FIG. 4 schematically depicts an example architecture for preprocessing data in accordance with aspects of the disclosure. Various features of an affect of an individual 116 are captured by a camera 448. These features may be processed using a convolutional long short-term memory neural network (CNN LSTM) 450. Output of CNN LSTM 450 may be processed by a MLP module 452 to generate an image embedding 454.

Meanwhile, audio data 458 (e.g., a digital recording) of the individual's voice may be captured by a microphone (not depicted). Audio features 460 may be extracted from audio data 458 and processed using a CNN module 462 to generate an audio embedding 464. In some examples, visual embedding 454 and audio embedding 464 may be combined, e.g., concatenated, as a single, multi-modal embedding 454/464.

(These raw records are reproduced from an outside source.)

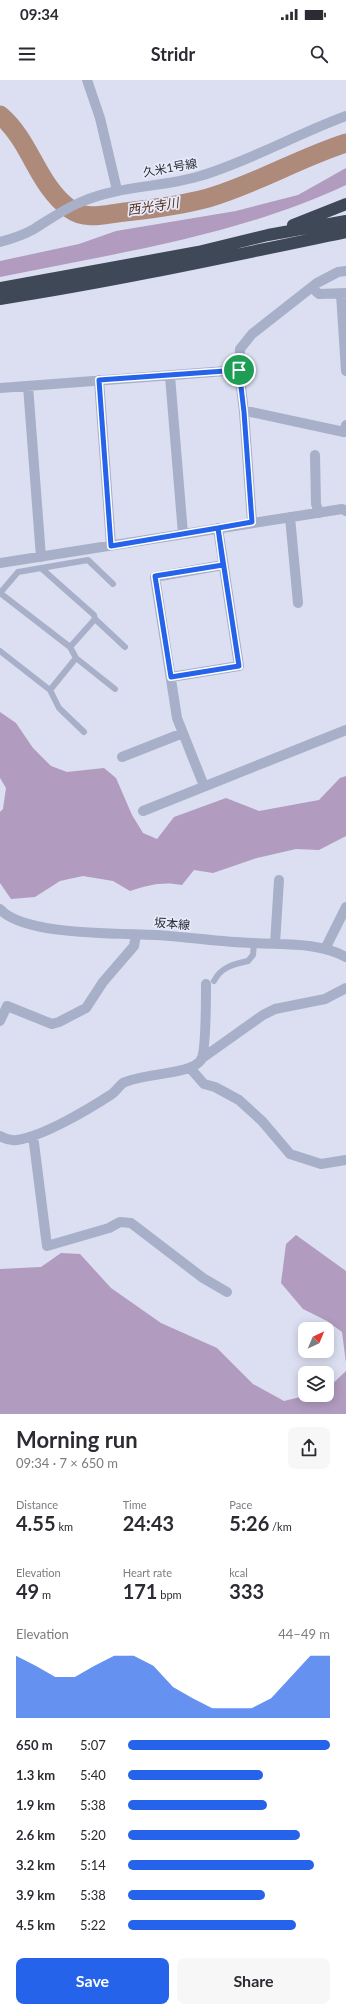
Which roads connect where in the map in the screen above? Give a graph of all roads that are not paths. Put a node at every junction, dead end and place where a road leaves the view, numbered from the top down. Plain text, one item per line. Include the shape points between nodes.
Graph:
1 (88, 80) edge
2 (346, 116) edge
3 (116, 190) junction
4 (346, 204) edge
5 (346, 222) edge
6 (346, 232) edge
7 (268, 235) junction
8 (346, 239) edge
9 (302, 241) junction
10 (0, 242) edge
11 (346, 271) edge
12 (0, 288) edge
13 (312, 288) junction
14 (344, 293) edge
15 (0, 299) edge
16 (345, 338) edge
17 (239, 370) junction
18 (346, 371) edge
19 (170, 376) junction
20 (99, 380) junction
21 (28, 386) junction
22 (0, 388) edge
23 (244, 412) junction
24 (346, 425) edge
25 (315, 455) dead end
26 (346, 511) edge
27 (319, 513) junction
28 (290, 517) junction
29 (252, 522) junction
30 (218, 528) junction
31 (183, 534) junction
32 (111, 546) junction
33 (41, 557) junction
34 (0, 563) edge
35 (223, 565) junction
36 (41, 568) junction
37 (113, 584) dead end
38 (0, 593) edge
39 (298, 603) dead end
40 (95, 619) junction
41 (70, 647) junction
42 (125, 647) dead end
43 (0, 651) edge
44 (76, 658) junction
45 (171, 677) junction
46 (115, 689) dead end
47 (50, 690) junction
48 (346, 730) edge
49 (84, 732) dead end
50 (183, 733) junction
51 (122, 757) dead end
52 (204, 786) junction
53 (143, 811) dead end
54 (279, 880) dead end
55 (346, 907) edge
56 (0, 909) edge
57 (136, 935) junction
58 (254, 943) junction
59 (275, 944) junction
60 (325, 949) junction
61 (346, 957) edge
62 (210, 983) joint
63 (346, 988) edge
64 (0, 1021) edge
65 (201, 1059) junction
66 (190, 1068) junction
67 (0, 1136) edge
68 (32, 1136) junction
69 (346, 1160) edge
70 (227, 1292) dead end

1 - 3 street via 100,118
2 - 3 street, 久米1号線 via 218,171 188,180
3 - 10 street, 久米1号線 via 81,202 32,230
4 - 7 highway
5 - 7 highway
6 - 9 highway
7 - 12 highway via 198,252
8 - 9 highway
9 - 15 highway via 58,290
11 - 13 street via 338,272
13 - 14 street via 320,294
13 - 17 street via 244,342 240,349
14 - 16 street
16 - 18 street
17 - 19 street
17 - 23 street
19 - 20 street
19 - 31 street
20 - 21 street
20 - 32 street
21 - 22 street
21 - 33 street
23 - 24 street via 344,432
23 - 29 street
25 - 27 street via 316,504
26 - 27 street via 342,509
27 - 28 street
28 - 29 street
28 - 39 street
29 - 30 street
30 - 31 street
30 - 35 street
31 - 32 street
32 - 33 street
33 - 34 street
35 - 45 street via 155,576
35 - 45 street via 239,666
36 - 37 lane via 88,560
36 - 38 lane via 18,572
36 - 40 lane via 94,615
38 - 41 lane
40 - 41 lane
40 - 42 lane
41 - 44 lane
43 - 47 lane
44 - 46 lane
44 - 47 lane
45 - 50 street via 177,718
47 - 49 lane via 59,708
48 - 52 street
50 - 51 street
50 - 52 street
52 - 53 street
54 - 59 street
55 - 60 street
56 - 57 street, 坂本線 via 18,922 32,926
57 - 58 street, 坂本線
57 - 64 street via 134,946 103,982 86,1008 52,1024 8,1006
58 - 59 street, 坂本線
58 - 62 lane via 253,955 248,961 229,965
59 - 60 street, 坂本線
60 - 61 street, 坂本線
62 - 65 street
63 - 65 street via 325,999 275,1009
65 - 66 street
66 - 68 street via 132,1079 104,1099 45,1132
66 - 69 street via 204,1084 239,1100 262,1121 290,1154 321,1164
67 - 68 street via 16,1141
68 - 70 street via 47,1246 109,1228 120,1222 131,1223 203,1278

This single, multi-modal embedding 454/464 may then be processed by multiple MLP regressor models 456, 466, which may be stored in model index 106. As noted previously, regression models are not limited to MLP regressor models. Each MLP regressor model 456, 466 may generate a different numerical value, and these numerical values may collectively form a coordinate in continuous space. In FIG. 4, for instance, MLP regressor model 456 generates the valence value along the horizontal axis in FIGS. 2A-C. MLP regressor 466 generates the arousal value along the vertical axis in FIGS. 2A-C.

The architecture of FIG. 4 may be used to process multi-modal affectual data that includes both visual data captured by camera 448 and audio data 458. Other affectual datasets having different modalities may be processed using different architectures to generate embeddings that are similar to combined embedding 454/464, and/or that are compatible with MLP regressor models 456, 466.

FIG. 5 depicts an example method 500 for mapping an affectual dataset to a continuous space, including training a model, in accordance with various examples. For convenience, the operations of method 500 will be described as being performed by a system, which may include, for instance, psychological prediction system 100. The operations of method 500 may be reordered, and various operations may be added and/or omitted.

At block 502, the system may map incongruent first and second sets of discrete psychological labels to a continuous space. The first set of discrete psychological labels may be used to label a first affectual dataset (e.g., facial expression plus voice characteristics). The second set of discrete psychological labels may be used to label a second affectual dataset (e.g., facial expression alone). For example, a user may operate a GUI that is rendered in cooperation with UI module 110 in order to position the incongruent first and second sets of discrete psychological labels into the two-dimensional space depicted in FIGS. 2A-C.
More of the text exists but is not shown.